Importance: While numerous genetic susceptibility loci have been identified for clinical Alzheimer disease (AD), it is important to establish whether these variants are risk factors for the underlying disease pathology, including neuritic plaques.
Objectives: To investigate whether AD susceptibility loci from genome-wide association studies affect neuritic plaque pathology and to additionally identify novel risk loci for this trait.

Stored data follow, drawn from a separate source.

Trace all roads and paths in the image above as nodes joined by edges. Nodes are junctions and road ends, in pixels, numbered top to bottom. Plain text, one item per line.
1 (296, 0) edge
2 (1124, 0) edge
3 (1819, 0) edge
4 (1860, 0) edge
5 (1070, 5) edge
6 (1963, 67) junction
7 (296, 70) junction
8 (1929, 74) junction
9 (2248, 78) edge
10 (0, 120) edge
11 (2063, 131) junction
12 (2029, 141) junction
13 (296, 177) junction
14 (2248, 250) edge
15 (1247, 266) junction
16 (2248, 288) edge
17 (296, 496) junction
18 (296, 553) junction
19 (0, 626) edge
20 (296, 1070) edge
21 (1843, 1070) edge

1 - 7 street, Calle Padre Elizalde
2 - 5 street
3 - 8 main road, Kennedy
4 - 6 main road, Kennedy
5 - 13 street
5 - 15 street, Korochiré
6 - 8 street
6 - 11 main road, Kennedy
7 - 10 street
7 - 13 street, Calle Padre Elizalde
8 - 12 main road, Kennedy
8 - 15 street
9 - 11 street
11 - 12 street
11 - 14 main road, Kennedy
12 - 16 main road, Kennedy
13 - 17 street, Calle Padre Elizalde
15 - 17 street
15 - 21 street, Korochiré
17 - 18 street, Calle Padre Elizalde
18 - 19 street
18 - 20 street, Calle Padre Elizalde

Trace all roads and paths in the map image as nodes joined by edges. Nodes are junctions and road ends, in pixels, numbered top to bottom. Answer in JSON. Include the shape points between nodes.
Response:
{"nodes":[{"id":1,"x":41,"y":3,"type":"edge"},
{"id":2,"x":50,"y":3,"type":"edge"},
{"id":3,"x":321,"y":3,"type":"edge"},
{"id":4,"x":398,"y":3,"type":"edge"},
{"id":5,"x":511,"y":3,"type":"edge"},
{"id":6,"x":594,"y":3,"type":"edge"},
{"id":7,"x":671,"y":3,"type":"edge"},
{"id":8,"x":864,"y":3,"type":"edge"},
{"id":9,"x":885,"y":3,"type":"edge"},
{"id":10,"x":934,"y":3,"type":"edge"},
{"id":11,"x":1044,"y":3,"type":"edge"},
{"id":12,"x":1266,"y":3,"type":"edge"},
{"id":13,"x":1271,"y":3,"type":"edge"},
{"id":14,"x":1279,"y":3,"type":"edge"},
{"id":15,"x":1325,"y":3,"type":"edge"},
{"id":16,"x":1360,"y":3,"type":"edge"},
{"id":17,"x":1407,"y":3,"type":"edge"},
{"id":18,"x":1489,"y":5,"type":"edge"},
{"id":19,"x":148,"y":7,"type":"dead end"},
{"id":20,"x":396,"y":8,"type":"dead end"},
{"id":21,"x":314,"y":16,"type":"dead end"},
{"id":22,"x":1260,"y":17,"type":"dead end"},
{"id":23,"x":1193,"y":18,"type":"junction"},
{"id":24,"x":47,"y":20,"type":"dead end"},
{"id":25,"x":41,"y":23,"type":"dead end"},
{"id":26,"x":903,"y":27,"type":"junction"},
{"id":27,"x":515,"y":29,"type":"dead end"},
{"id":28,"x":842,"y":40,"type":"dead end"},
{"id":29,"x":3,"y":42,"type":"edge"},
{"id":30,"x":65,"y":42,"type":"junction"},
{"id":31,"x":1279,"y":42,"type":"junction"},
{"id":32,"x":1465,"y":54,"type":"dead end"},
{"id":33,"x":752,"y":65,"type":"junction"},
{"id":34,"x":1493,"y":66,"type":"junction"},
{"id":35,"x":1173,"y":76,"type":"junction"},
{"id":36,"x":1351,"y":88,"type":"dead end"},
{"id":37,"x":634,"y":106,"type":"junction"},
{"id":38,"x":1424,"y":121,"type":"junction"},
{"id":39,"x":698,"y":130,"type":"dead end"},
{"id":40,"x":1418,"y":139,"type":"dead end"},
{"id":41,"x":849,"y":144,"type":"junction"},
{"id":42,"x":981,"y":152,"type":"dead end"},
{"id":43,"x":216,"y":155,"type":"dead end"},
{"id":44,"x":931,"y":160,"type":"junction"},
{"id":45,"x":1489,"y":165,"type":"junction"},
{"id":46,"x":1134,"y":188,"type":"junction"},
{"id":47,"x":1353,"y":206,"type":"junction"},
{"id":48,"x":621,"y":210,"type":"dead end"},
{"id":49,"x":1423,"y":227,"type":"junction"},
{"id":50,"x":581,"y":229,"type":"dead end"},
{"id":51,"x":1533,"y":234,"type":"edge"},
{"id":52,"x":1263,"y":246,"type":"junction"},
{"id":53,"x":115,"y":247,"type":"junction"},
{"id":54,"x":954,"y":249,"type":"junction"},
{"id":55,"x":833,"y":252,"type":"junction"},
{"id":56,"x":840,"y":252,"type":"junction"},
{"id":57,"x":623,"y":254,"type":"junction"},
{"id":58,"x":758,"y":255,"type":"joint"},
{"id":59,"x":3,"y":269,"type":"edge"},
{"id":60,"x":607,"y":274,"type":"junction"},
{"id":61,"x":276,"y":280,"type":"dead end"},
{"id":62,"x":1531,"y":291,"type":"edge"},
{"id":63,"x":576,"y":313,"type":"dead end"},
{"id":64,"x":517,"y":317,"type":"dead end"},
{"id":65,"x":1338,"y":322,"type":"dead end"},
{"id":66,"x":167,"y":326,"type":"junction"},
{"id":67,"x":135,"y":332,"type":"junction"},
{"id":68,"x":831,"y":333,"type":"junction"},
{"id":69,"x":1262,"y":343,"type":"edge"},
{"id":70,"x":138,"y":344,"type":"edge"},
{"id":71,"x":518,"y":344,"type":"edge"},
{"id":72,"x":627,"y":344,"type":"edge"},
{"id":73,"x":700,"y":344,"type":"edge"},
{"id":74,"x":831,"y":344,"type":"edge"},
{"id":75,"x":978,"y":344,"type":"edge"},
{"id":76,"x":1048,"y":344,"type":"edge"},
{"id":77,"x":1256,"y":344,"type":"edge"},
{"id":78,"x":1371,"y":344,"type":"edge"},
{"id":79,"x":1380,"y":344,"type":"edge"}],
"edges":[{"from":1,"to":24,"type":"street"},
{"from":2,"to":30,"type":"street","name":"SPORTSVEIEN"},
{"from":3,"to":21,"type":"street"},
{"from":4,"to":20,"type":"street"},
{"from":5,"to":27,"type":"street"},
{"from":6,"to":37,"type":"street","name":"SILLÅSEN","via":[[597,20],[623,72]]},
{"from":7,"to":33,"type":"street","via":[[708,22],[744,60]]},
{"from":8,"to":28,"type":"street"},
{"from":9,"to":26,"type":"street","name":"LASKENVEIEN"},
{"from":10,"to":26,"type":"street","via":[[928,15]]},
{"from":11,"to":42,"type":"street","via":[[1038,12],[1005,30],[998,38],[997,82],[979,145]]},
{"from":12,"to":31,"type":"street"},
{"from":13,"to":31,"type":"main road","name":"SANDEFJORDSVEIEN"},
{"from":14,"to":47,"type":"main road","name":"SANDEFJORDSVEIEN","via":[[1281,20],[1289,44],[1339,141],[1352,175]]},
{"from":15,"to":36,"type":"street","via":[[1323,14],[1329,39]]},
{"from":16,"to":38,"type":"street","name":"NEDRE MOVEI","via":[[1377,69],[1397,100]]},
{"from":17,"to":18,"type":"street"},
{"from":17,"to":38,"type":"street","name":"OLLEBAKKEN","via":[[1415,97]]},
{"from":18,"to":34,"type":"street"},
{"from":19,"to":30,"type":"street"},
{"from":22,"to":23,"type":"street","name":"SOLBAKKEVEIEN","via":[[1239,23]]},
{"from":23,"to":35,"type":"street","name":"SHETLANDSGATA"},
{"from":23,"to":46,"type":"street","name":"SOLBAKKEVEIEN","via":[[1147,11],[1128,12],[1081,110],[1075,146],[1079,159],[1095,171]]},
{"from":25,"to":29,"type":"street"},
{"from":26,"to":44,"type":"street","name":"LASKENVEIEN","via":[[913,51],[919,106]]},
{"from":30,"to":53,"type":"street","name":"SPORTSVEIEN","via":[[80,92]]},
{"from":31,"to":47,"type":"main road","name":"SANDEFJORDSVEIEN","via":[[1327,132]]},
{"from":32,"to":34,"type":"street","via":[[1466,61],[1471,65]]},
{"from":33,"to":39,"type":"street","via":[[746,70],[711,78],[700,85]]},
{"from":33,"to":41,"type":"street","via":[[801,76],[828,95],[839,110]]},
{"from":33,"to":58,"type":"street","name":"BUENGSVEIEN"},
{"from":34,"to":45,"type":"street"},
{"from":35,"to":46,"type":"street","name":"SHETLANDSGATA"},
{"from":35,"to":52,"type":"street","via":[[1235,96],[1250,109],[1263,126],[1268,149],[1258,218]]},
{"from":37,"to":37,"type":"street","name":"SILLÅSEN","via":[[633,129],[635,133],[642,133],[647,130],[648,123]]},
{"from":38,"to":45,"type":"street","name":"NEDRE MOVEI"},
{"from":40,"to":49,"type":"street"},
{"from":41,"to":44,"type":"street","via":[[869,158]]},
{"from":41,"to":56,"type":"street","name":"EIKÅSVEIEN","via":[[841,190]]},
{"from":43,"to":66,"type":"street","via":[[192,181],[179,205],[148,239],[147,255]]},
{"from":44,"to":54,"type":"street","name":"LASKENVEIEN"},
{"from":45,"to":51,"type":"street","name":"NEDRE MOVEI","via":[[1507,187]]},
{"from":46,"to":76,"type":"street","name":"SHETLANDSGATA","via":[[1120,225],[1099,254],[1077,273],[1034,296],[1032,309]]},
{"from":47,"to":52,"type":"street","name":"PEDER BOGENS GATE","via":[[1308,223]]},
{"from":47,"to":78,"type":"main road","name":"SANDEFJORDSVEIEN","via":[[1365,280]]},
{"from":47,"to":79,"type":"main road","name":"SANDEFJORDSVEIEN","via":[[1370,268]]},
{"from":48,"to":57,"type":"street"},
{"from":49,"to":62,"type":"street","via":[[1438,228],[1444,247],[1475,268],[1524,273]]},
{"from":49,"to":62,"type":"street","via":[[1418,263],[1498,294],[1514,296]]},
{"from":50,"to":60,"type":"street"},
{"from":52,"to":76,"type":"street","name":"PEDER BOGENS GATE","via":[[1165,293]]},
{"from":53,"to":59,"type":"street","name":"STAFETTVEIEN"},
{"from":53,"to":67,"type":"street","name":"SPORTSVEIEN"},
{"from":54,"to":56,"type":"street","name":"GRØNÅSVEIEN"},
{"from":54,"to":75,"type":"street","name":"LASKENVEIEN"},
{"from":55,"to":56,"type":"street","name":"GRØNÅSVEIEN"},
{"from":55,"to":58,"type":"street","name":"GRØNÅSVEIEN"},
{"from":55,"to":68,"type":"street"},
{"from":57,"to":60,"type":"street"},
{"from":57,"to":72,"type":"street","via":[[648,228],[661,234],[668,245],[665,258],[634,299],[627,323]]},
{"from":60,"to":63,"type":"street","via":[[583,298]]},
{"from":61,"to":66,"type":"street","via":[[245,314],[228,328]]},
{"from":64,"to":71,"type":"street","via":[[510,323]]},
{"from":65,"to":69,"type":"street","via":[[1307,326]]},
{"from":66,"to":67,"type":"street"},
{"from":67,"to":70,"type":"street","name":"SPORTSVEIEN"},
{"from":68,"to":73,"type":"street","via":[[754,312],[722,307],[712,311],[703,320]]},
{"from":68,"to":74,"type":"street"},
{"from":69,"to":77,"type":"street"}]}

Design, setting, and participants: Candidate analysis of single-nucleotide polymorphisms and genome-wide association study in a joint clinicopathologic cohort, including 725 deceased subjects from the Religious Orders Study and the Rush Memory and Aging Project (2 prospective, community-based studies), followed by targeted validation in an independent neuroimaging cohort, including 114 subjects from multiple clinical and research centers.
Main outcomes and measures: A quantitative measure of neuritic plaque pathologic burden, based on assessments of silver-stained tissue averaged from multiple brain regions. Validation based on β-amyloid load by immunocytochemistry, and replication with fibrillar β-amyloid positron emission tomographic imaging with Pittsburgh Compound B or florbetapir.
Results: Besides the previously reported APOE and CR1 loci, we found that the ABCA7 (rs3764650; P = .02) and CD2AP (rs9349407; P = .03) AD susceptibility loci are associated with neuritic plaque burden. In addition, among the top results of our genome-wide association study, we discovered a novel variant near the amyloid precursor protein gene (APP, rs2829887) that is associated with neuritic plaques (P = 3.3 × 10-6). This polymorphism was associated with postmortem β-amyloid load as well as fibrillar β-amyloid in 2 independent cohorts of adults with normal cognition.
Conclusions and relevance: These findings enhance understanding of AD risk factors by relating validated susceptibility alleles to increased neuritic plaque pathology and implicate common genetic variation at the APP locus in the earliest, presymptomatic stages of AD.